Non da oggi si profila una tematica spesso non adeguatamente trattata, anche se non da tutti sottovalutata, che è parte integrante, a diversi livelli, della nostra esistenza: il nostro esser-ci nel mondo, la nostra visione, i nostri pensieri e le nostre idee, le nostre relazioni con l’Altro; e così, le relazioni sociali, i sistemi socio-economici, il governo dei sistemi nel mondo.

Questa tematica è la formazione delle nuove generazioni nei diversi ambiti nei quali dovrebbe svolgersi, da quello familiare a quelli scolastico e universitario e nei campi della cultura di base, della professionalizzazione, dell’elaborazione dei valori, dell’educazione civica e sessuale, della conoscenza degli strumenti della comunicazione. Eppure, dovrebbe trattarsi di argomento ­– nonché terreno di elaborazione e intervento -– centrale non solo per gli addetti ai lavori, ma per l’intera società.

Un discorso sulla formazione delle nuove generazioni implica un’articolazione dell’analisi che includa un’attenzione rivolta sia alla condizione strutturale di asili-nido, scuole, Università, ai dati della dispersione ed elusione scolastiche, alle risorse disponibili per garantire a tutti i livelli un decente diritto allo studio, al numero dei laureati, sia ai contenuti stessi della formazione e al paradigma politico-culturale oggi dominante.
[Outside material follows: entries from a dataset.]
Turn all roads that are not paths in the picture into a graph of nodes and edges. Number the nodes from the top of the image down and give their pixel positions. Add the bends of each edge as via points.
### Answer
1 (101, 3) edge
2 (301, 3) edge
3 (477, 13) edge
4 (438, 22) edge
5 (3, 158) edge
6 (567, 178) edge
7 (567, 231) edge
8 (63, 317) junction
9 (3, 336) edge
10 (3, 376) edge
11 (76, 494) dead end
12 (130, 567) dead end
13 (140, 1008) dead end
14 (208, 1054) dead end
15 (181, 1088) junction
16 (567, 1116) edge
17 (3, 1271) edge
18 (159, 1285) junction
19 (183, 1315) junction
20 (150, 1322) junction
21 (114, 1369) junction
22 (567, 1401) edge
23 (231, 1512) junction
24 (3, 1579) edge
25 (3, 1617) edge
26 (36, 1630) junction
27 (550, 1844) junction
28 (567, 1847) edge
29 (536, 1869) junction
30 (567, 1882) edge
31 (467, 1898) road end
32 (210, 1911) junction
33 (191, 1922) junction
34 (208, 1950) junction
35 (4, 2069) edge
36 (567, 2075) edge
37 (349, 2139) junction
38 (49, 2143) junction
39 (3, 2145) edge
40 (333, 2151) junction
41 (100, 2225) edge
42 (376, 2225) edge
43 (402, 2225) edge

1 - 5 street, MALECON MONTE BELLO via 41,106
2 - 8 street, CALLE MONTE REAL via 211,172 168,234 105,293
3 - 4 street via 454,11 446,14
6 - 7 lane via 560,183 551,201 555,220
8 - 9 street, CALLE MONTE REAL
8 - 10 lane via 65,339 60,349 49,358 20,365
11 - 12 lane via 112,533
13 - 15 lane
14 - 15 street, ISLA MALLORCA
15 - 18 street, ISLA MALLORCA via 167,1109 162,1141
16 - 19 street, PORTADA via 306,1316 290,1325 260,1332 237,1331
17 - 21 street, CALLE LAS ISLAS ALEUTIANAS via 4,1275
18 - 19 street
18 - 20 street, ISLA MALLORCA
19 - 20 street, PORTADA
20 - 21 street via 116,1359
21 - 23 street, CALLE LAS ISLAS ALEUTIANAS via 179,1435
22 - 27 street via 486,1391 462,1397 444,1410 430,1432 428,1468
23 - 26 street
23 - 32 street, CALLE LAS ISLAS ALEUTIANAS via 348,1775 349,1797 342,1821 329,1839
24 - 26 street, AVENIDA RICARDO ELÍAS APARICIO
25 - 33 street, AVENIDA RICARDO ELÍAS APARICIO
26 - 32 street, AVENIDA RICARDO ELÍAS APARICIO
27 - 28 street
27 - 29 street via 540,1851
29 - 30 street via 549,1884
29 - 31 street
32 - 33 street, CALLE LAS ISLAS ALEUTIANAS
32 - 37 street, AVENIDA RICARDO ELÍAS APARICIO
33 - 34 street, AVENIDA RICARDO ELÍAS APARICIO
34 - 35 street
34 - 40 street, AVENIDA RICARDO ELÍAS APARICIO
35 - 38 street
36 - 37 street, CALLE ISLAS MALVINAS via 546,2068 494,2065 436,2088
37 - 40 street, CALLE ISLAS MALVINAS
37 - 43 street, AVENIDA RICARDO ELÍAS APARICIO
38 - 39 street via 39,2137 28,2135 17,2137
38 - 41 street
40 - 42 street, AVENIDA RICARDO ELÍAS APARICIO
Per il primo livello analitico, ci si limiterà qui ad alcuni tra i più significativi dati di uno stato di cose estremamente preoccupante; per il secondo, ad alcune annotazioni di carattere generale sui programmi scolastici e sulle motivazioni che sorreggono le Sette tesi su ricerca e formazione oggi che ho già avuto modo di presentare in occasione di un confronto su Lo statuto filologico di una filologia della contemporaneità organizzato dal “Centro di Studi Filologici Sardi”, i cui  interventi sono pubblicati in «Critica del Testo» XXIII/3, 2020.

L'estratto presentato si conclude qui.